A harm reduction campaign flips a classic advertising trope to get recreational drug users to test for fentanyl.

A new campaign is pulling a method from the Cola Wars to help educate the public and fight the opioid epidemic.

In a reference to the classic “Pepsi Challenge” marketing campaign – in which participants taste-tested unmarked cups and cans of Pepsi and Coca Cola – people in a Toronto park were invited to participate in the “Coke Challenge.” But when they agreed, they were instead presented with two identical bags of cocaine and asked to tell which one was pure and which was cut with fentanyl.

The campaign and video is for DanceSafe, a public health organization that promotes harm reduction and recreational drug education, and was created by The Garden in time for International Overdose Awareness Day on Saturday. The org also sells testing kits to help recreational users know if their drugs have been laced with unintended substances, such as amphetamines and opioids. Started in 1998 and initially focused on the nightlife and electronic music scene, the organization is now the world’s largest reseller of fentanyl test strips, distributing over 20,000 per month directly to drug users at music events across Canada and the U.S.
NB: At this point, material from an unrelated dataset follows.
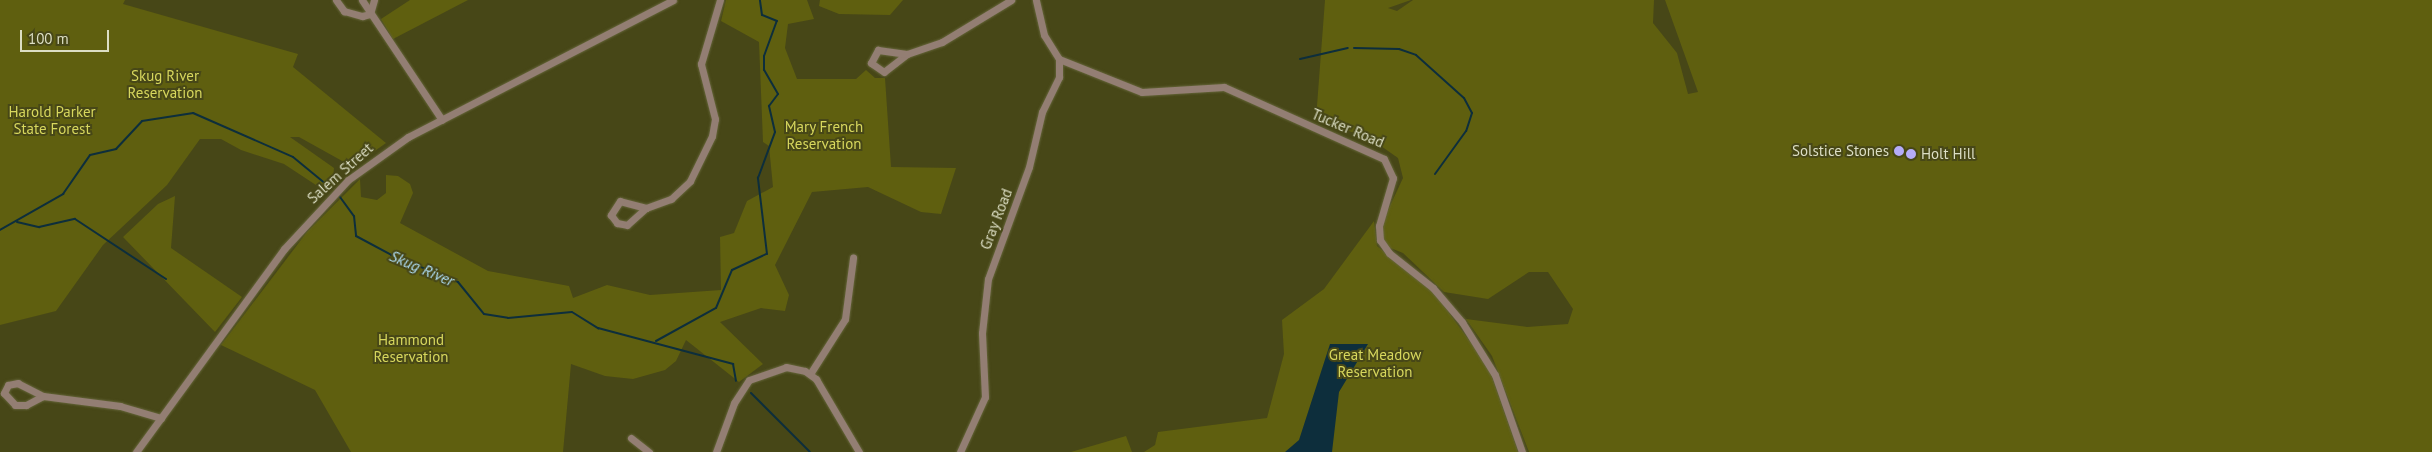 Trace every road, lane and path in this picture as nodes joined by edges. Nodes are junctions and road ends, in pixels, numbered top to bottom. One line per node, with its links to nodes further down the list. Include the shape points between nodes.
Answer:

Fentanyl has been the major force driving the opioid epidemic. Many overdoses and deaths are among those who are taking other illicit drugs, unaware that it contains fentanyl, resulting in 40,000 deaths in North America last year. Since 2016, fatalities from fentanyl-laced cocaine have grown at a faster rate than those from fentanyl-laced heroin at more than 5,000 per year, partially because cocaine users tend to have little to no opioid tolerance.

The rise in overdose deaths has resulted in naxloxone kits, which can be used to help reverse an opioid overdose, being carried by people ranging from police forces to bar and music venue owners to private citizens looking to be prepared. But Emanuel Sferios, founder of DanceSafe, says that while naloxone kits have been effective in reducing overdoses, the strips are meant to prevent them from happening in the first place.

The approach of the campaign and DanceSafe’s work is more broadly aimed at harm reduction, which are strategies to reduce the negative consequences of drug use, instead of simply banning illicit substances and driving users into environments where they’d be less safe.

“We know that the days of ‘just say no’ are long behind us, and that the war on drugs was lost,” says Shane Oglivie, founder of The Garden. “We want to help educate people on harm reduction strategies that can actually make an impact, and shift the public conversation towards practical, evidence-based solutions to the opioid crisis.”